[Task item]: A line qualifies if it holds the string "Ettenhoven". Copy every qualifying line from the records.

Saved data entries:
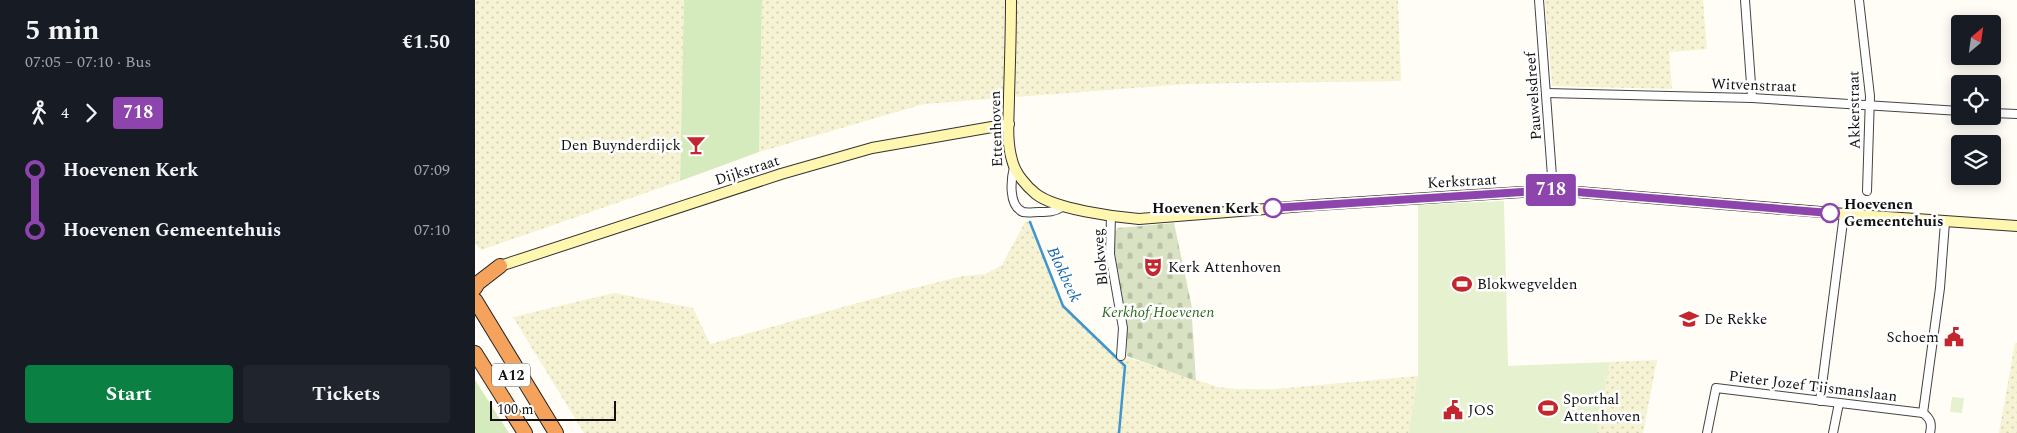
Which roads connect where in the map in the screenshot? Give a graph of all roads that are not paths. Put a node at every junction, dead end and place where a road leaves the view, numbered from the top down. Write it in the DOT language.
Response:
graph roads {
  1 [pos="1011,0"];
  2 [pos="1539,0"];
  3 [pos="1745,0"];
  4 [pos="1859,0"];
  5 [pos="1546,93"];
  6 [pos="1752,98"];
  7 [pos="1870,105"];
  8 [pos="1951,110"];
  9 [pos="2001,113"];
  10 [pos="2017,114"];
  11 [pos="1009,124"];
  12 [pos="1014,167"];
  13 [pos="1553,190"];
  14 [pos="1867,191"];
  15 [pos="1062,206"];
  16 [pos="1845,214"];
  17 [pos="1111,215"];
  18 [pos="1945,222"];
  19 [pos="2017,226"];
  20 [pos="500,266"];
  21 [pos="475,272"];
  22 [pos="475,288"];
  23 [pos="475,300"];
  24 [pos="475,316"];
  25 [pos="475,353"];
  26 [pos="1121,356"];
  27 [pos="1820,401"];
  28 [pos="1839,404"];
  29 [pos="1923,413"];
  30 [pos="525,433"];
  31 [pos="547,433"];
  32 [pos="556,433"];
  33 [pos="1707,433"];
  34 [pos="1833,433"];
  35 [pos="1930,433"];
  1 -- 11 [label="main road, Ettenhoven"];
  2 -- 5 [label="street, Pauwelsdreef"];
  3 -- 6 [label="street"];
  4 -- 7 [label="street, Akkerstraat"];
  5 -- 6 [label="street, Witvenstraat"];
  5 -- 13 [label="street, Pauwelsdreef"];
  6 -- 7 [label="street, Witvenstraat"];
  7 -- 8 [label="street, Witvenstraat"];
  7 -- 14 [label="street, Akkerstraat"];
  9 -- 10 [label="street"];
  11 -- 12 [label="main road, Ettenhoven"];
  11 -- 20 [label="main road, Dijkstraat"];
  12 -- 15 [label="main road, Kerkstraat"];
  12 -- 15 [label="street, Ettenhoven"];
  13 -- 16 [label="main road, Kerkstraat"];
  13 -- 17 [label="main road, Kerkstraat"];
  15 -- 17 [label="main road, Kerkstraat"];
  16 -- 18 [label="main road, Kerkstraat"];
  16 -- 27 [label="street"];
  17 -- 26 [label="street, Blokweg"];
  18 -- 19 [label="main road, Kerkstraat"];
  18 -- 29 [label="street"];
  20 -- 21 [label="highway"];
  20 -- 22 [label="highway"];
  23 -- 32 [label="highway"];
  24 -- 31 [label="highway, A12"];
  25 -- 30 [label="highway, A12"];
  27 -- 28 [label="street, Pieter Jozef Tijsmanslaan"];
  27 -- 33 [label="street, Pieter Jozef Tijsmanslaan"];
  28 -- 29 [label="street, Pieter Jozef Tijsmanslaan"];
  28 -- 34 [label="street"];
  29 -- 35 [label="street"];
}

[Solved exercise]:
  1 -- 11 [label="main road, Ettenhoven"];
  11 -- 12 [label="main road, Ettenhoven"];
  12 -- 15 [label="street, Ettenhoven"];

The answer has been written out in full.